Energy Minister Charlie Parker announced Wednesday that Cape Breton University president David Wheeler will head the review. Wheeler will consult with interested parties and technical experts on the social, economic, and environmental and health impacts of hydraulic fracturing, a technique that frees natural gas trapped in shale rock formations. It will also include public consultations.
"We've heard from Nova Scotians that they want to have their say and that the review should be independent of government; we've listened on both counts," said Parker. "Dr. Wheeler brings an unparalleled background to this important topic, and I'm very glad he has agreed to lead this review."
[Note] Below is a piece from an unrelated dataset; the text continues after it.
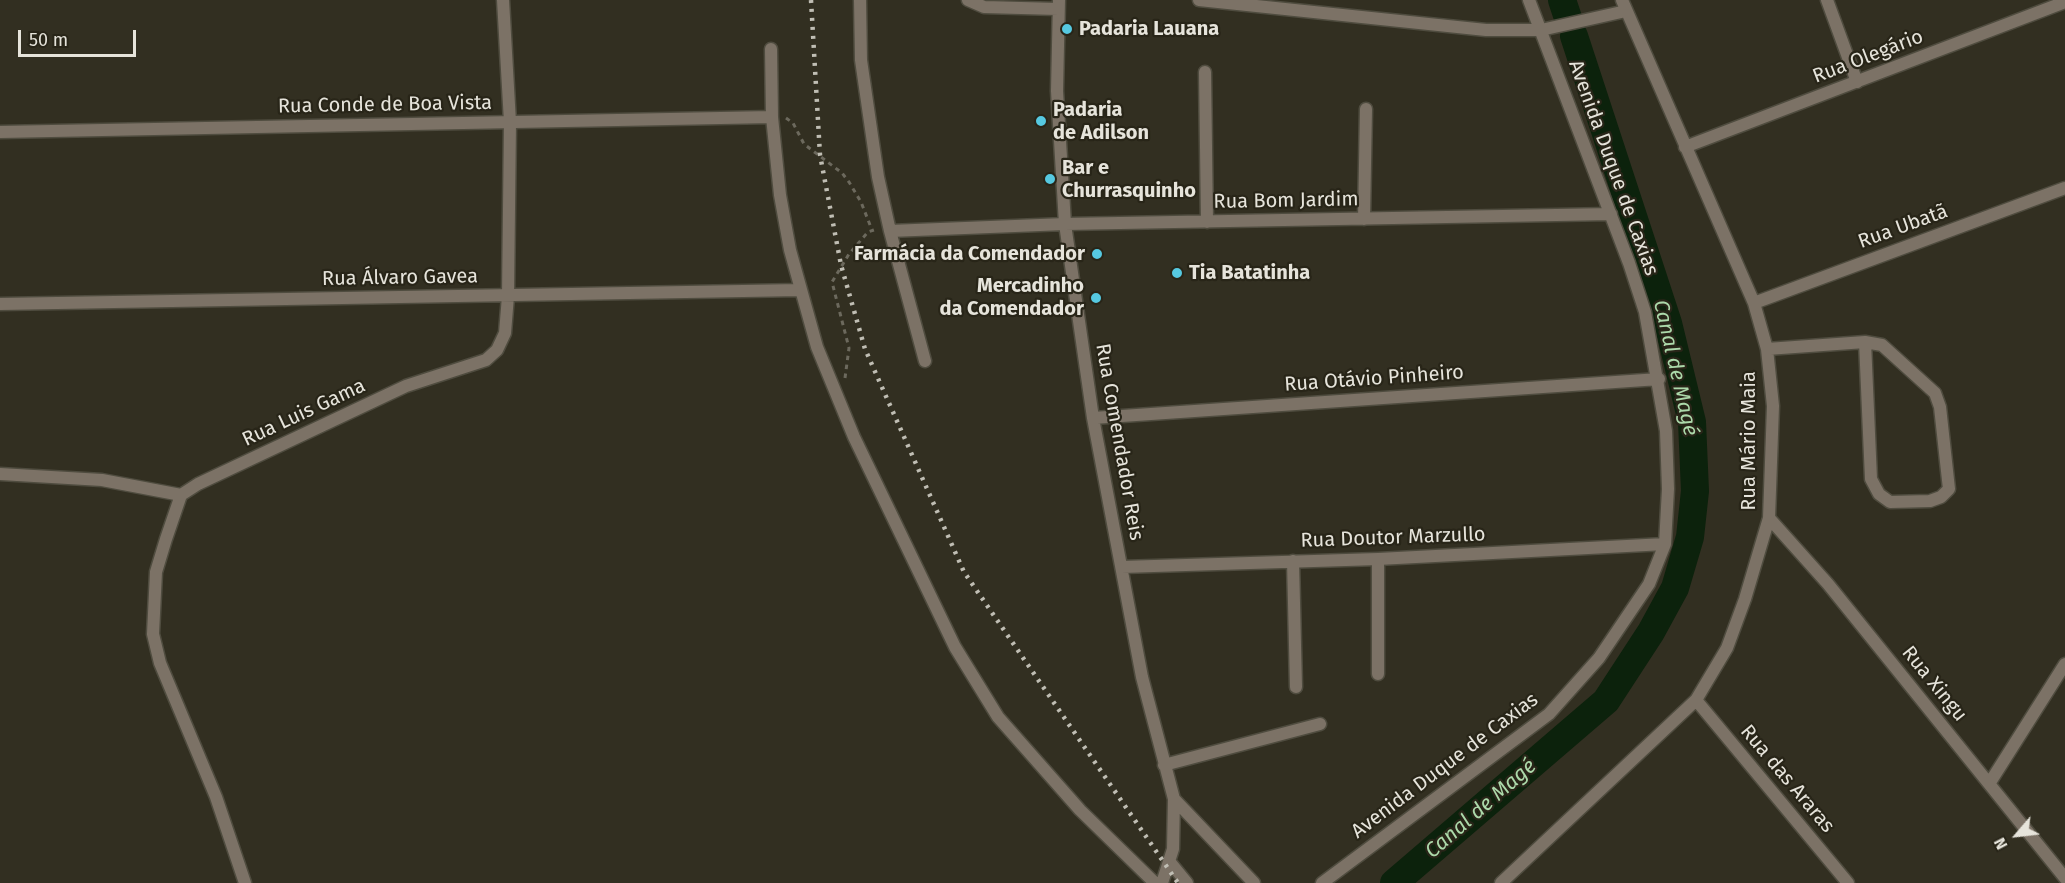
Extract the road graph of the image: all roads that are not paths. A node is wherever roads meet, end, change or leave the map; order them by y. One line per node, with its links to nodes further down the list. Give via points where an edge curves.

Wheeler will select members for the hydraulic fracturing advisory panel, which may include experts in fields ranging from environmental planning and oil and gas engineering to water quality and health. The panel may also seek input from other external experts and is expected to begin its work by early fall.
"I am happy to serve the province in establishing what role, if any, hydraulic fracturing may play in Nova Scotia's future energy security and what regulatory and social policies would facilitate or negate such developments," said Wheeler.
"Our panel will be rigorously independent and evidence-led, and I look forward to engaging with Nova Scotians again on setting the highest possible standards and ambitions for our province's sustainable energy future."
Wheeler has been widely published in the field of water quality and health, including groundwater pollution control, and advised the World Health Organization for many years on drinking water quality standards. He oversaw similar policy efforts that helped create Efficiency Nova Scotia and the province's 2010 Renewable Electricity Plan.
In spring 2011, provincial staff began an internal hydraulic fracturing review, identifying potential environmental issues, how they are managed elsewhere and gathering industry best practices. This work will be given to Wheeler.
The independent review will be managed by the Verschuren Centre for Sustainability in Energy and the Environment at Cape Breton University.